You: *panicked gulps of breath*
Me: You seem a little wibbly.
You: Oh, I’m wibbly. Super-wibbly. Wibbly to the max.
Me: *looks at calendar* Oh.
You: It’s National Novel Writing month.
Me: I see that. So: you’re writing a novel.
You: *vomits in a shoe*
Me: Definitely writing a novel. Also, that was my shoe.
Me: I didn’t like that shoe, anyway. A very hateful shoe. So, what’s the prob?
You: I just — I can’t — baaaaaah. *flails and points at the blank screen*
Me: The empty page.
Me: Tabula rasa. The blank page is some terrifying business.
You: It’s scaring the shitkittens right out of me.

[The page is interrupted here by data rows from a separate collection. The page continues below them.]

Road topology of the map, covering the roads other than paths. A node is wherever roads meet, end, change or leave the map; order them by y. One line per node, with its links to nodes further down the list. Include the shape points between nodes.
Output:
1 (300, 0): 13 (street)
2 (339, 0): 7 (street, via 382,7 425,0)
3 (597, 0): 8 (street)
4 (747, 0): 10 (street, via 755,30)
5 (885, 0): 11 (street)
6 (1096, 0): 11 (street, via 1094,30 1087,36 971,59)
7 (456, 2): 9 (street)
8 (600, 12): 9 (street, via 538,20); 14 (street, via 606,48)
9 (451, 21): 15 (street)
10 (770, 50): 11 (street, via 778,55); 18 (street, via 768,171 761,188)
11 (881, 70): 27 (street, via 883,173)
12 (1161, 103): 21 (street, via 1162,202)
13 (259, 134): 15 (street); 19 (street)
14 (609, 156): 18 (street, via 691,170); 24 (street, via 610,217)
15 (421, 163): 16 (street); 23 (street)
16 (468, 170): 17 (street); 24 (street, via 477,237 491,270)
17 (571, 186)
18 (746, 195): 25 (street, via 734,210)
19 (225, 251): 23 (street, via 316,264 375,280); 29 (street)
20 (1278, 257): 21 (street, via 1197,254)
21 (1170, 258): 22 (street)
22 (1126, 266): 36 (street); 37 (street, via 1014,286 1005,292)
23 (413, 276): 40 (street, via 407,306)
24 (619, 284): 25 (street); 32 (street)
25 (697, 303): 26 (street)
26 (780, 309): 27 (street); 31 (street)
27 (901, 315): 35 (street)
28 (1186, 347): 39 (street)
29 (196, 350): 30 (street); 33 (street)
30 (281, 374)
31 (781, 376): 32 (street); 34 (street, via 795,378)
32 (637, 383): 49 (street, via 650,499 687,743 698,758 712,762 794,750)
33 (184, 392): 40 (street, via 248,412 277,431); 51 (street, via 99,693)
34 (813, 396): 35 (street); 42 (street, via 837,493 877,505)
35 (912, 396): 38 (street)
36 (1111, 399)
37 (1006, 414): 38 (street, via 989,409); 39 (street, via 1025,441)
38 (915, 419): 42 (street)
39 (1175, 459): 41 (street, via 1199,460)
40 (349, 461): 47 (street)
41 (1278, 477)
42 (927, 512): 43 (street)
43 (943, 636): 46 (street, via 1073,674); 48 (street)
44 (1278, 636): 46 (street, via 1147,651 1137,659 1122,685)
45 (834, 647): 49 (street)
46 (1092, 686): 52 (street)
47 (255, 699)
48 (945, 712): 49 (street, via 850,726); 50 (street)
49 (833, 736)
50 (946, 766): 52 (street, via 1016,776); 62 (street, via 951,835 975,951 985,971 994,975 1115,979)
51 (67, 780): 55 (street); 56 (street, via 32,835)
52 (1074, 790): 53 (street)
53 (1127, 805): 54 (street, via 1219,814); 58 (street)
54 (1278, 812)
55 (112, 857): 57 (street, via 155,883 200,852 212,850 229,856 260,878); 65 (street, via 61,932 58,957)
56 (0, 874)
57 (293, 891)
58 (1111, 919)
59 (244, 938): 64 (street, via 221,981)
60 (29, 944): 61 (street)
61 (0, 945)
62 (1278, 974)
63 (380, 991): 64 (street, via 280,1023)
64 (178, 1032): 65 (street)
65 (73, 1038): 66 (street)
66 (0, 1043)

Me: Understandably. The white page is all cliff, no bottom. It’s an endless pit. A snowy expanse without a single track to follow — and you’re thinking, if I go stomping my boots into this stuff I’m going to ruin it. It’s pristine, now. Untouched. Infinite possibility. The novel you’ve not written will always be more interesting and more vibrant than the one you do. That novel, the imaginary one, the eternal multiplicative one, is like a flawless fucking diamond.
You: It is. So I shouldn’t write it.
Me: *kicks your shin*
You: Jesus, ow.
Me: I guess it wasn’t the shoes that were hateful. It’s my feet. My violent, angry feet. Anyway: shut up about not writing the novel. What are you, an asshole?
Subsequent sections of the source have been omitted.